━━ MATERIAL FOR THIS TASK

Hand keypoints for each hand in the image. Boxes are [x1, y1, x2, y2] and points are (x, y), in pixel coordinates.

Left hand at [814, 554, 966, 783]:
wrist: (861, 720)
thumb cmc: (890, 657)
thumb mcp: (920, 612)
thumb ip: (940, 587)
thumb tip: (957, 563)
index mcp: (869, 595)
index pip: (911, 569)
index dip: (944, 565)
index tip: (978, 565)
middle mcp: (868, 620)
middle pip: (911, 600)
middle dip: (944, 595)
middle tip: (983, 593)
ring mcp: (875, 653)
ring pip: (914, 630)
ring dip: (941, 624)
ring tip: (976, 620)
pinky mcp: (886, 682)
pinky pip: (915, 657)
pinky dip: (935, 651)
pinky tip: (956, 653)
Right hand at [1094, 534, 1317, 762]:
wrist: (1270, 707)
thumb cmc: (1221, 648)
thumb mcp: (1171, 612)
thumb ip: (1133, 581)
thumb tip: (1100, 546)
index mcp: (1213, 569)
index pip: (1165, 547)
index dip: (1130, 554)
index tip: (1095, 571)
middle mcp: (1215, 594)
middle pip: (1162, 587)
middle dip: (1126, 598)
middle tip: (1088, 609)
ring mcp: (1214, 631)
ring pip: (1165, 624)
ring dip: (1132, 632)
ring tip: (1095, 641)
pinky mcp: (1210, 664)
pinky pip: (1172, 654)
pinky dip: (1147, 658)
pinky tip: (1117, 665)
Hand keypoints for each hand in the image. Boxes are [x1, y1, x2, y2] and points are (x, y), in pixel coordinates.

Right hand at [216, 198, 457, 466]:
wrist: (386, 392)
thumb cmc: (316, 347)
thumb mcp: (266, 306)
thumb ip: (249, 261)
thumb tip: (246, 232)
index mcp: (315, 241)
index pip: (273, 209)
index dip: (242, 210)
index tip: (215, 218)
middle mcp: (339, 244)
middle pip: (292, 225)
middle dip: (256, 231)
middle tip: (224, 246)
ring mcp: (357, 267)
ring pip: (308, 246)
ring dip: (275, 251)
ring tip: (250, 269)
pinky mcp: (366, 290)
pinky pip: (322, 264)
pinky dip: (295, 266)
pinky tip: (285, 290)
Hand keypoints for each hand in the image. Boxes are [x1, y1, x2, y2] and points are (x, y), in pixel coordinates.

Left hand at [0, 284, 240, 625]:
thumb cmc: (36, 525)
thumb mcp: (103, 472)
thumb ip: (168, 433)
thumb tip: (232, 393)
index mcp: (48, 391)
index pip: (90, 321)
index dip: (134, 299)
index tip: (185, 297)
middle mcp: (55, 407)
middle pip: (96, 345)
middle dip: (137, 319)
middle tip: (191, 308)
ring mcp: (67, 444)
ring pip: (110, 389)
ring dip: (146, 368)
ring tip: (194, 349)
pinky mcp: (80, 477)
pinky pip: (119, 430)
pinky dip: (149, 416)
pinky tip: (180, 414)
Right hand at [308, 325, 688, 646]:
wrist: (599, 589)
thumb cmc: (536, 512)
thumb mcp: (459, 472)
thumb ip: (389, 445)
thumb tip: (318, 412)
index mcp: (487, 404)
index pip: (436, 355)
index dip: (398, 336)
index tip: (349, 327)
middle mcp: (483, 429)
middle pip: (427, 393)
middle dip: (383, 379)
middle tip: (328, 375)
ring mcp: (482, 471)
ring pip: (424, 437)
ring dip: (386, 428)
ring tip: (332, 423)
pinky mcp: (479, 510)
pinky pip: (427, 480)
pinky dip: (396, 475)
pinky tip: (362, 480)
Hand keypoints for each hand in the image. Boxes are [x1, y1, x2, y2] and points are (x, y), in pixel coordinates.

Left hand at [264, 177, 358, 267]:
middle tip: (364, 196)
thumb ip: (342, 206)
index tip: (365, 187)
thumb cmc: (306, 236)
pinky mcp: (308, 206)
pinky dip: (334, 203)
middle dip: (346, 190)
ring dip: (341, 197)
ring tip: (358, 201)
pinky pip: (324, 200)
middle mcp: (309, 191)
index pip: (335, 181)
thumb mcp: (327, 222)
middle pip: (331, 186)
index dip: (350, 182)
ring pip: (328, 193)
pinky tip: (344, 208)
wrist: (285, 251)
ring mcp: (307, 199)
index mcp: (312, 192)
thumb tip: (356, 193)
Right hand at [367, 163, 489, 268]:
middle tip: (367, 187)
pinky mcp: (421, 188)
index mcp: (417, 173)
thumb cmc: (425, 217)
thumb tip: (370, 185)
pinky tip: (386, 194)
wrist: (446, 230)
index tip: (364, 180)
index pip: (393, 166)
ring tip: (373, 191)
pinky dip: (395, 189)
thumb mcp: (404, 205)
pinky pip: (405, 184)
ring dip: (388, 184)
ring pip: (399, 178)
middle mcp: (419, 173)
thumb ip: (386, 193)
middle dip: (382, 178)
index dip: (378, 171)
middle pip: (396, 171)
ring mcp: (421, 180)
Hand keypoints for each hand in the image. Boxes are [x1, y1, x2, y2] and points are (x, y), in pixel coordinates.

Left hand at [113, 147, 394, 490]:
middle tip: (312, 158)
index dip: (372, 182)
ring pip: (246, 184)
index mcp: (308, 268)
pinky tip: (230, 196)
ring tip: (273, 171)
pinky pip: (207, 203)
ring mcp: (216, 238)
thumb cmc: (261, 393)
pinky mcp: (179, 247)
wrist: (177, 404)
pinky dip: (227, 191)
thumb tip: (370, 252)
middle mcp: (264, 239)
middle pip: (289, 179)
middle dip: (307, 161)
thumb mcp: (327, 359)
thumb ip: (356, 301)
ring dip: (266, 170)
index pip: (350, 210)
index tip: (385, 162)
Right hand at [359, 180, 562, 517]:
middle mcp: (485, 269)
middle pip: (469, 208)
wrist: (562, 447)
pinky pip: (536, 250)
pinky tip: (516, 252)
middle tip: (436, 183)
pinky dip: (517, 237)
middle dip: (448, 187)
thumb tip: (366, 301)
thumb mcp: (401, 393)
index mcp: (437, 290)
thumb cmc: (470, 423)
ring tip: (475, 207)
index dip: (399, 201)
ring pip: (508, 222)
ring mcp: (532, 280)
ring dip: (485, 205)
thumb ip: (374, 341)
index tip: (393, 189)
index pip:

━━━━

:: WORK TO BE COMPLETED ::
Looking at the entries above, can you reproduce exactly the lines from the one that holds "ring mcp: (67, 444)" through the one that holds "thumb mcp: (459, 472)", and only those?

:: OUTPUT OF THE TASK ::
ring mcp: (67, 444)
ring pip: (110, 389)
ring dip: (146, 368)
ring tip: (194, 349)
pinky mcp: (80, 477)
pinky pip: (119, 430)
pinky dip: (149, 416)
pinky tip: (180, 414)
Right hand at [308, 325, 688, 646]:
wrist: (599, 589)
thumb cmc: (536, 512)
thumb mcp: (459, 472)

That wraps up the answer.